Da oggi passiamo al colore delle arance. Anche questo è un colore che ci appartiene. Solo che oggi uccide le sfiancato imprese isolane. La ristorazione dà di che campare ad un esercito di siciliani
Eravamo gialli come i nostri limoni, eravamo. Da oggi passiamo al colore delle arance. Anche questo è un colore che ci appartiene. Solo che oggi uccide le sfiancate imprese isolane. La ristorazione dà di che campare ad un esercito di siciliani.
Non è solo cibo, è cultura, una cultura di tremila anni. È il vero dono che ci hanno lasciato secoli di invasioni e melting pot. Che abbiamo inventato noi, non i newyorchesi.
Abbiamo un indice rt basso, non sfioriamo per nulla il dato di 250 ogni centomila abitanti, che è il simbolo di pericolo.

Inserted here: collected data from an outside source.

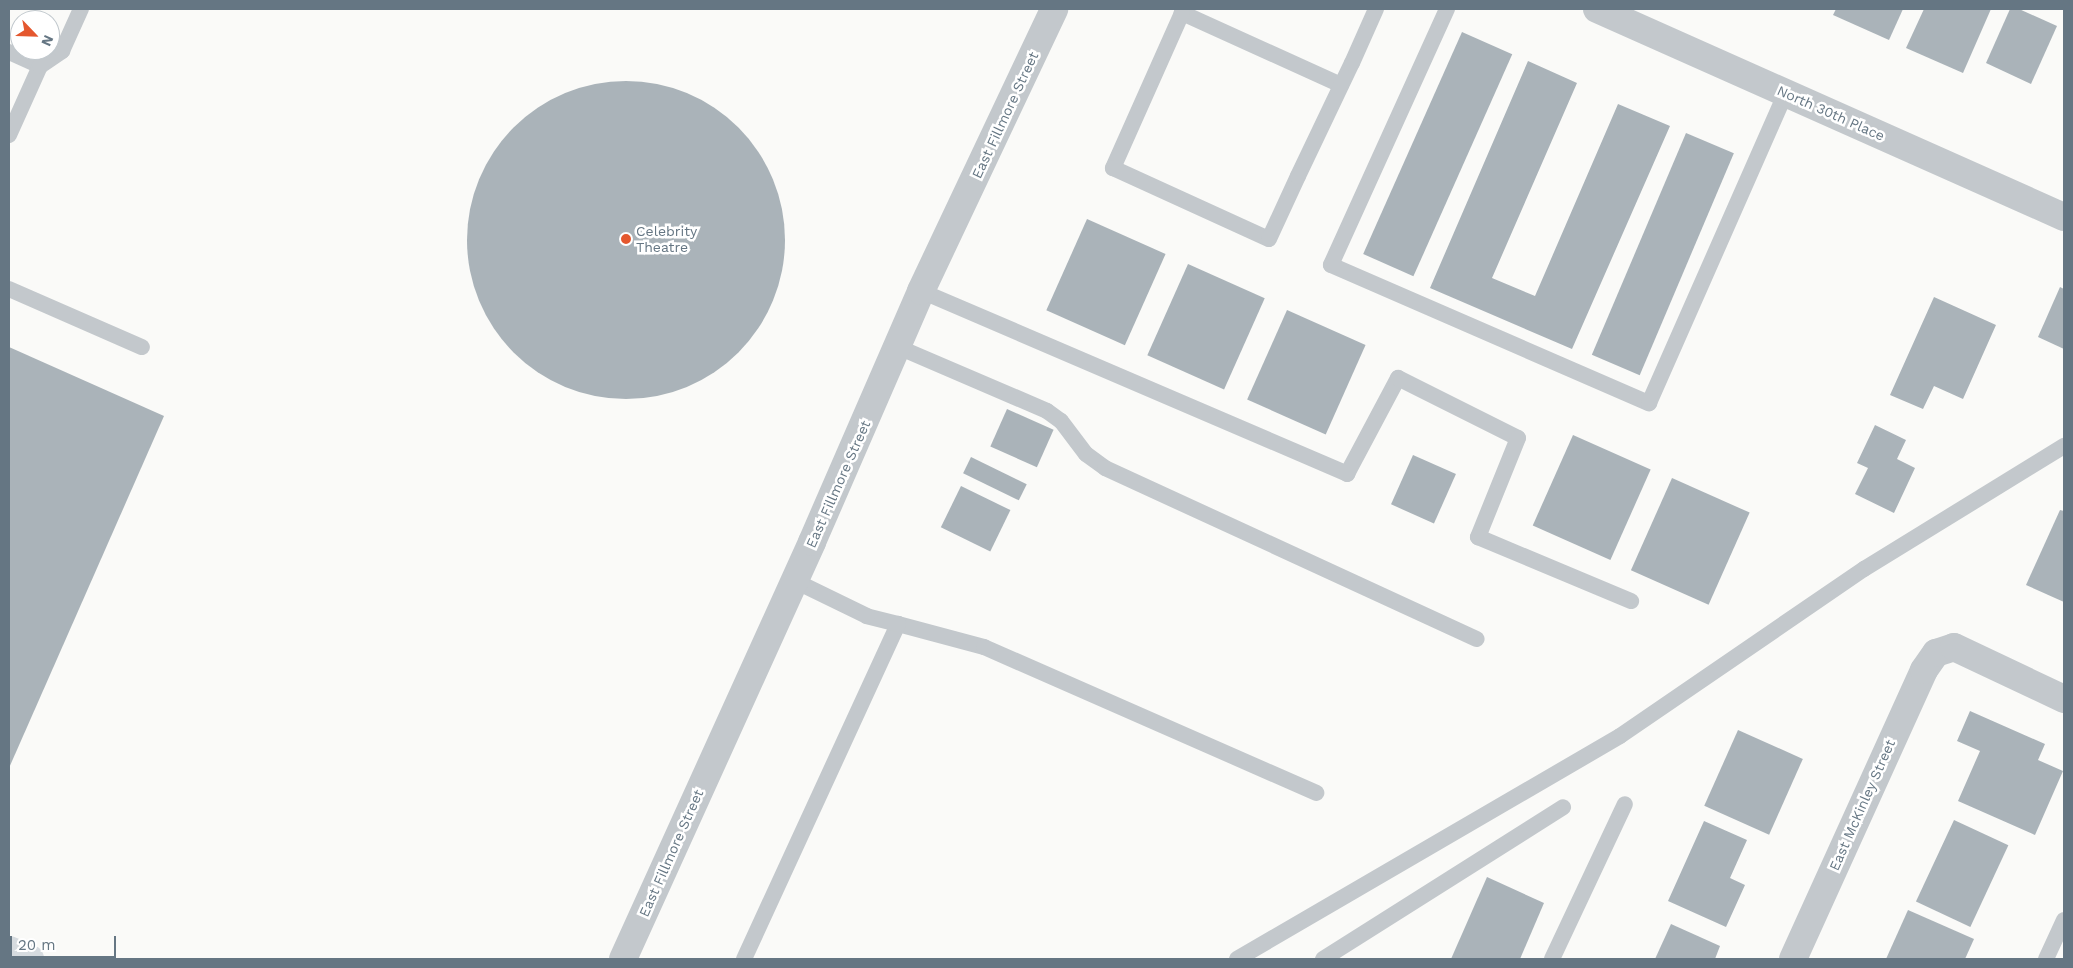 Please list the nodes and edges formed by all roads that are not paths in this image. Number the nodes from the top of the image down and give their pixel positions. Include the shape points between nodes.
1 (81, 9) edge
2 (1054, 9) edge
3 (1376, 9) edge
4 (1447, 9) edge
5 (1597, 9) edge
6 (9, 52) edge
7 (40, 66) junction
8 (1341, 84) junction
9 (1786, 93) junction
10 (9, 135) edge
11 (2064, 217) edge
12 (9, 289) edge
13 (921, 291) junction
14 (142, 347) dead end
15 (898, 347) junction
16 (2064, 446) edge
17 (795, 581) junction
18 (1631, 601) dead end
19 (898, 624) junction
20 (1477, 639) dead end
21 (2064, 699) edge
22 (1316, 793) dead end
23 (1625, 804) dead end
24 (1563, 808) dead end
25 (2064, 920) edge
26 (9, 950) edge
27 (30, 959) edge
28 (623, 959) edge
29 (744, 959) edge
30 (1237, 959) edge
31 (1323, 959) edge
32 (1552, 959) edge
33 (1793, 959) edge
34 (2046, 959) edge

1 - 7 lane via 62,51
2 - 13 street, East Fillmore Street
3 - 8 lane
4 - 9 lane via 1331,265 1649,403
5 - 9 street, North 30th Place
6 - 7 lane
7 - 10 lane
8 - 8 lane via 1269,239 1113,168 1182,13
9 - 11 street, North 30th Place
12 - 14 lane
13 - 15 street, East Fillmore Street
13 - 18 lane via 1347,474 1398,378 1518,438 1478,537
15 - 17 street, East Fillmore Street
15 - 20 lane via 1047,412 1061,421 1086,454 1105,468
16 - 30 lane via 1864,569 1620,736
17 - 19 lane via 867,616
17 - 28 street, East Fillmore Street
19 - 22 lane via 984,647
19 - 29 lane
21 - 33 street, East McKinley Street via 1954,648 1936,653 1924,670
23 - 32 lane
24 - 31 lane
25 - 34 lane
26 - 27 main road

Non ci sono drammi ospedalieri in corso, e l’Isola si stava dando speranza per raggiungere la sorella Sardegna.
Per riavviare una vita seminormale, un turismo possibile, che potesse salvare da morte certa migliaia di imprese.

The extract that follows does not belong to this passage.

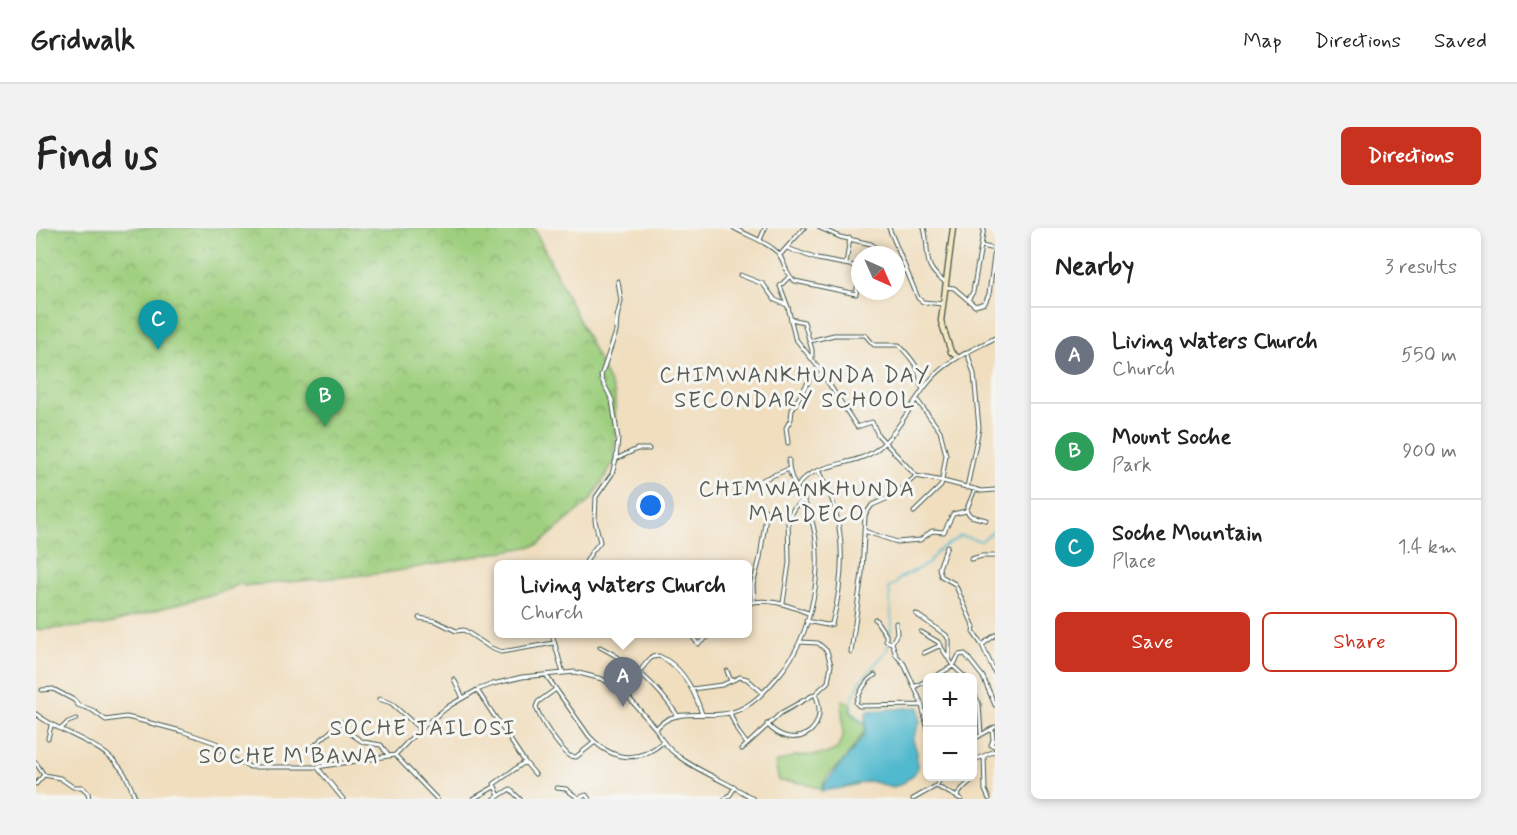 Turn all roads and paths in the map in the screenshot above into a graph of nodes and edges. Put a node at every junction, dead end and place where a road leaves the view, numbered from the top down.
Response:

Ed invece nulla, il colpo di grazia. I sardi bianchi, noi arancioni. L’insularità non ci dà nemmeno quei vantaggi che ad altre isole riserva.
Ma quello che atterrisce è la rassegnazione. Avete visto la classe dirigente urlare sgomenta il ferimento ulteriore di questa terra?

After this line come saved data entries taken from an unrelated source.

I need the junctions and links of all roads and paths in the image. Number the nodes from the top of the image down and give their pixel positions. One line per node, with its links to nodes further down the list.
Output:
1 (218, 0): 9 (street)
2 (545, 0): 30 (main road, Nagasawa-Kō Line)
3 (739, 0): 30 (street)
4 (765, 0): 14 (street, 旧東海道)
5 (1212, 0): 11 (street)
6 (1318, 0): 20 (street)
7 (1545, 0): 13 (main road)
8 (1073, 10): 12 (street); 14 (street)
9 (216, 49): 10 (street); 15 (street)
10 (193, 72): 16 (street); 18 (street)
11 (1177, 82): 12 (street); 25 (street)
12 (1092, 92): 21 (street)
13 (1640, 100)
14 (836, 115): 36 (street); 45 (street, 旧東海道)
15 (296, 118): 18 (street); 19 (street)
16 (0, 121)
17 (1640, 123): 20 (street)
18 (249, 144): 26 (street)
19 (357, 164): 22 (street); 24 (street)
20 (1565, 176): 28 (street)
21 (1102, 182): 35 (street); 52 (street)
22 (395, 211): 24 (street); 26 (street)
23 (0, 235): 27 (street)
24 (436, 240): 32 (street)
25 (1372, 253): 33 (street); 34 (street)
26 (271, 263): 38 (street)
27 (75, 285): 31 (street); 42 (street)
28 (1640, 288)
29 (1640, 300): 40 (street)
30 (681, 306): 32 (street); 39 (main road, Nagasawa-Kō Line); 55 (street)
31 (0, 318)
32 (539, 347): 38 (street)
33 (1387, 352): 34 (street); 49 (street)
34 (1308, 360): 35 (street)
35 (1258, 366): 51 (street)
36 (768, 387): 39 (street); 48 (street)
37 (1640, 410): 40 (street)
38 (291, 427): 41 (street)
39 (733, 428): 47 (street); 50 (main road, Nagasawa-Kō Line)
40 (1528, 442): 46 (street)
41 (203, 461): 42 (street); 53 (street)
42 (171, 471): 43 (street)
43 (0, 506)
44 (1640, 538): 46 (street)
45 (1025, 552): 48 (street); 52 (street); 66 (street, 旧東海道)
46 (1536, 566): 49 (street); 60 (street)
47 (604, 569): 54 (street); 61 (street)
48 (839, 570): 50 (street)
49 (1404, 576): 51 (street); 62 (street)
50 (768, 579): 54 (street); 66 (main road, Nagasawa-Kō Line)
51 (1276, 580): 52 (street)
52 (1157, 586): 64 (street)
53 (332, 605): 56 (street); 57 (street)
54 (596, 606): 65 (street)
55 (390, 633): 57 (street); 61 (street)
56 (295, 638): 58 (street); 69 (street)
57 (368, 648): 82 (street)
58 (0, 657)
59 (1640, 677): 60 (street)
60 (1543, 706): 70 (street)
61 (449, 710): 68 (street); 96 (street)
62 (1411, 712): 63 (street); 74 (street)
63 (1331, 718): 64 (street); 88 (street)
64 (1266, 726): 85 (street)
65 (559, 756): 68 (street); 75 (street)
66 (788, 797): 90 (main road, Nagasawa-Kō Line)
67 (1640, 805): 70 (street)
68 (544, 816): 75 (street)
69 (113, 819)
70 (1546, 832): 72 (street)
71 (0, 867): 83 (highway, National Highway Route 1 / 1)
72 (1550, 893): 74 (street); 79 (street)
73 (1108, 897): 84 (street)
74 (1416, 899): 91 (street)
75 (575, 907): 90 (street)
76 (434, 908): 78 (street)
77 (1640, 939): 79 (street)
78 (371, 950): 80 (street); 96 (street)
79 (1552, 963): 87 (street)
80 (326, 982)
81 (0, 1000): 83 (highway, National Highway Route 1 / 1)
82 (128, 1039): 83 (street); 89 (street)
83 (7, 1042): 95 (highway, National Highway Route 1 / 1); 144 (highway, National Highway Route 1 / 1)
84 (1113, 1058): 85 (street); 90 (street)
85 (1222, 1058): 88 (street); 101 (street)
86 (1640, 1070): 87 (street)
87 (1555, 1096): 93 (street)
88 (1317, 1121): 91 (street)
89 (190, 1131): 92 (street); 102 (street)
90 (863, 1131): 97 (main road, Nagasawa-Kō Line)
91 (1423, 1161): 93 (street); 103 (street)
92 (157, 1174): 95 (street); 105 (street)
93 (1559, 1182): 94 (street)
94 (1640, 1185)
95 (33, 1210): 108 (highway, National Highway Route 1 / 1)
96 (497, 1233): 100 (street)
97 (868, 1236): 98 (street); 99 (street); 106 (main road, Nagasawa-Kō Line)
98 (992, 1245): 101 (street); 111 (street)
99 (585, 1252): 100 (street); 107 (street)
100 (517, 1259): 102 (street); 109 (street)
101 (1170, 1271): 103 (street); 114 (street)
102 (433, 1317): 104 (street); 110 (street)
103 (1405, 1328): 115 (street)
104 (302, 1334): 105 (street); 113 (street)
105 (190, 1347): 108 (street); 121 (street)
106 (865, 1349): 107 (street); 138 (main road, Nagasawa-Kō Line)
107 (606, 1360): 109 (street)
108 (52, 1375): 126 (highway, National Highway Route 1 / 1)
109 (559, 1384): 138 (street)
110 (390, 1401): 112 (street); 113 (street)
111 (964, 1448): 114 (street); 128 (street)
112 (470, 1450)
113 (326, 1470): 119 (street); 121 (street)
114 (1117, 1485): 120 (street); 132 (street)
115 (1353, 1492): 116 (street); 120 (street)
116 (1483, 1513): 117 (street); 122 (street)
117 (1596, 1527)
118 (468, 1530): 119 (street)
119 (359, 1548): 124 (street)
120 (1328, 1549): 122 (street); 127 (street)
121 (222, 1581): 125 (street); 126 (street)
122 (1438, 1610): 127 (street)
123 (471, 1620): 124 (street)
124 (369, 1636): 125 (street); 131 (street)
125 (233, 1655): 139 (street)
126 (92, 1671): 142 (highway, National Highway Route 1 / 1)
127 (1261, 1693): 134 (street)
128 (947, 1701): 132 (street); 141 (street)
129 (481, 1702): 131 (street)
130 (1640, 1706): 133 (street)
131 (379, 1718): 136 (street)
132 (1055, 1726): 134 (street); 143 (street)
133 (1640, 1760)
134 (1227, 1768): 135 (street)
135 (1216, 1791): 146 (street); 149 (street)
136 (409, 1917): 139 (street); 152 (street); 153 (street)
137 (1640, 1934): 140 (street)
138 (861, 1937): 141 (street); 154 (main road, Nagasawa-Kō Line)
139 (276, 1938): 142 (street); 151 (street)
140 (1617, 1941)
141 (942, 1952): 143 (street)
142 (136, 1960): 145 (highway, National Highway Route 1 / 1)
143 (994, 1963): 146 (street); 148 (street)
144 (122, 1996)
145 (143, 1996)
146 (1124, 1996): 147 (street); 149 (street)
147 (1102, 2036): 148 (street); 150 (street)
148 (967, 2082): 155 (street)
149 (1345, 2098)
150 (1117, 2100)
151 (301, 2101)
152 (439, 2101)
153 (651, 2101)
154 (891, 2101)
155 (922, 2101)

Solo sparute dichiarazioni di rassegnata amarezza. La verità
è che quest’isola, che prima degli altri si fece repubblica, e conobbe
parlamenti e statuti di libertà ed autonomia, non conta più nulla. Tra breve
potremmo diventare una provincia calabrese o molisana.
Ma dov’è il nostro orgoglio, la nostra fierezza? L’abbiamo venduta come Esaù per un piatto di lenticchie neanche di Pantelleria? Se questi numeri sanitari fossero stati in Veneto o in Lombardia sarebbe venuto giù il cielo. Si sarebbero dimessi ministri.
Ma da noi non è possibile, non ne abbiamo ministri. Non abbiamo neanche la sincerità di ammettere che siamo un popolo che ha perso la battaglia con la storia. Non c’è norma o legge finanziaria che Roma non impugni e stralci. Non siamo autonomi siamo automi. Un gegge senza nemmeno immunità.
La millenaria cultura del cibo, dell’arte culinaria, deve
scomparire. I siciliani dovranno comprare surgelati su Amazon e carne Simmenthal,
le barche dei pescatori dovranno essere messe a secco, i contadini dovranno
essere affamati con pochi spiccioli dati dalla grande distribuzione, perché noi
siciliani non contiamo più nulla. Anche come mafiosi siamo scarsi rispetto a
Ndrangheta e Camorra.
Se un caudillo televisivo come Giletti ci denigra ogni settimana il dato è chiaro. Contiamo quanto il due di coppe con briscola a spade.